Se tomasse a decisão de ser mais íntegro, responsável e transparente sobre coisas importantes?

A falta de coragem é o sinônimo de mediocridade.

Empresas e culturas que incentivarem a mediocridade, terão apenas um destino, e você já deve saber qual é.

Uma cultura empresarial que promova a coragem para se expor e mostre a vulnerabilidade do ser humano é o ponto de partida para que sua equipe tenha transparência, engajamento, aprendizado e uma fome insaciável por alcançar grandes resultados.

Essa é uma das principais habilidades que uma liderança de coragem deve desenvolver e disseminar por toda a empresa.

Brene Brown mostra que elementos como medo, coragem, vergonha e empatia devem fazer parte do sistema de gestão em qualquer empresa que queira não somente alcançar o sucesso, mas durarem por mais tempo que imaginamos.

O que é um líder?

Vamos iniciar com a definição de líder segundo a autora.

Líder é qualquer um que assuma a responsabilidade de encontrar potencial em pessoas e processos, e que tenha a coragem de desenvolver esse potencial.

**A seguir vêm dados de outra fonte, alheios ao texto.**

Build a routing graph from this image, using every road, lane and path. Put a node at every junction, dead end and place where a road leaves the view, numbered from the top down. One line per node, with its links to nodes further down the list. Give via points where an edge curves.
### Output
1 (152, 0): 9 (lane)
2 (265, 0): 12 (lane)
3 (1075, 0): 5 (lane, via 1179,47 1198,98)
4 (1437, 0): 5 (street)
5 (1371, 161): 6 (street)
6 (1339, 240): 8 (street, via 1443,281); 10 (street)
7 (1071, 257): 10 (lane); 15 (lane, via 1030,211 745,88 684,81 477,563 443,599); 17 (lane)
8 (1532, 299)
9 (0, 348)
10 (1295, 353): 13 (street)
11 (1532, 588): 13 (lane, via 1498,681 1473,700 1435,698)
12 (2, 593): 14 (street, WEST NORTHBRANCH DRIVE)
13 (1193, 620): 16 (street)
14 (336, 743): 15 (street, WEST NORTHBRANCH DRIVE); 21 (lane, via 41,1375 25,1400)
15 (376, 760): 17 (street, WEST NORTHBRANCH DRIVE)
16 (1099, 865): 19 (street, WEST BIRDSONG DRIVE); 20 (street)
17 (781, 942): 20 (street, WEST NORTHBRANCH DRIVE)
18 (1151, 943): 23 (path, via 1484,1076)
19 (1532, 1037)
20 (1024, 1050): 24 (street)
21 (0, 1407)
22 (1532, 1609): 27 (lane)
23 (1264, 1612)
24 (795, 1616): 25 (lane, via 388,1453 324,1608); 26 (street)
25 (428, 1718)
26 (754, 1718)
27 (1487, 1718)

Vulnerabilidade é ter a coragem de agir quando não se pode controlar o resultado.

Em momentos de crises é necessário se posicionar e agir sem ter a certeza do que vai acontecer.

Esse é o ambiente que vive o líder, e aprender sobre vulnerabilidade pode ajudar a encontrar o potencial que ele precisa em sua equipe.

Brené da um exemplo de uma reunião onde o líder convoca a sua equipe durante um momento muito difícil que estão enfrentando. 

Então o CEO começa falando: 

Essas mudanças estão chegando de maneira intensa e rápida, e sei que há muita ansiedade de todos — também estou sentindo isso, e é difícil trabalhar assim. 

É difícil não levar essa ansiedade para casa, é di?ícil não se preocupar, e é fácil querer culpar alguém. 

Revelarei a vocês tudo que puder sobre as mudanças, assim que puder.

Quero passar os próximos 45 minutos debatendo sobre a forma como estamos gerenciando as mudanças. 

Especificamente: 

O que você acha do apoio que estou oferecendo a equipe? 

Quais perguntas posso tentar responder? 

Há alguma história que vocês tenham escutado e queira conferir comigo? 

Peço a todos que continuem conectados e apoiem uns aos outros durante esse momento de turbulência para que possamos realmente lidar com o que está acontecendo. 

Em meio a tudo isso, precisamos continuar produzindo um trabalho do qual nos orgulhemos. 

Peço que cada um escreva uma coisa que gostaria que todo o grupo fizesse para nos sentirmos bem ao nos abrir e fazer perguntas, e uma coisa que atrapalharia esse processo.

Esse é um ótimo exemplo de como encarar a vulnerabilidade.

O líder lista algumas das emoções não ditas e cria o que chamamos de recipiente seguro, perguntando à equipe do que os integrantes precisam para se sentir abertos e seguros na conversa. 

Essa é uma das práticas mais fáceis de se implementar, e o retorno do tempo investido é enorme em termos de construção de confiança e melhoria da qualidade do feedback e do diálogo.

Lembre-se, qualquer situação difícil requer liderança, seja na sua família ou vida profissional. Um líder sempre inicia identificando e descrevendo de maneira específica e sem julgamentos qual é o real tamanho do problema a ser resolvido. 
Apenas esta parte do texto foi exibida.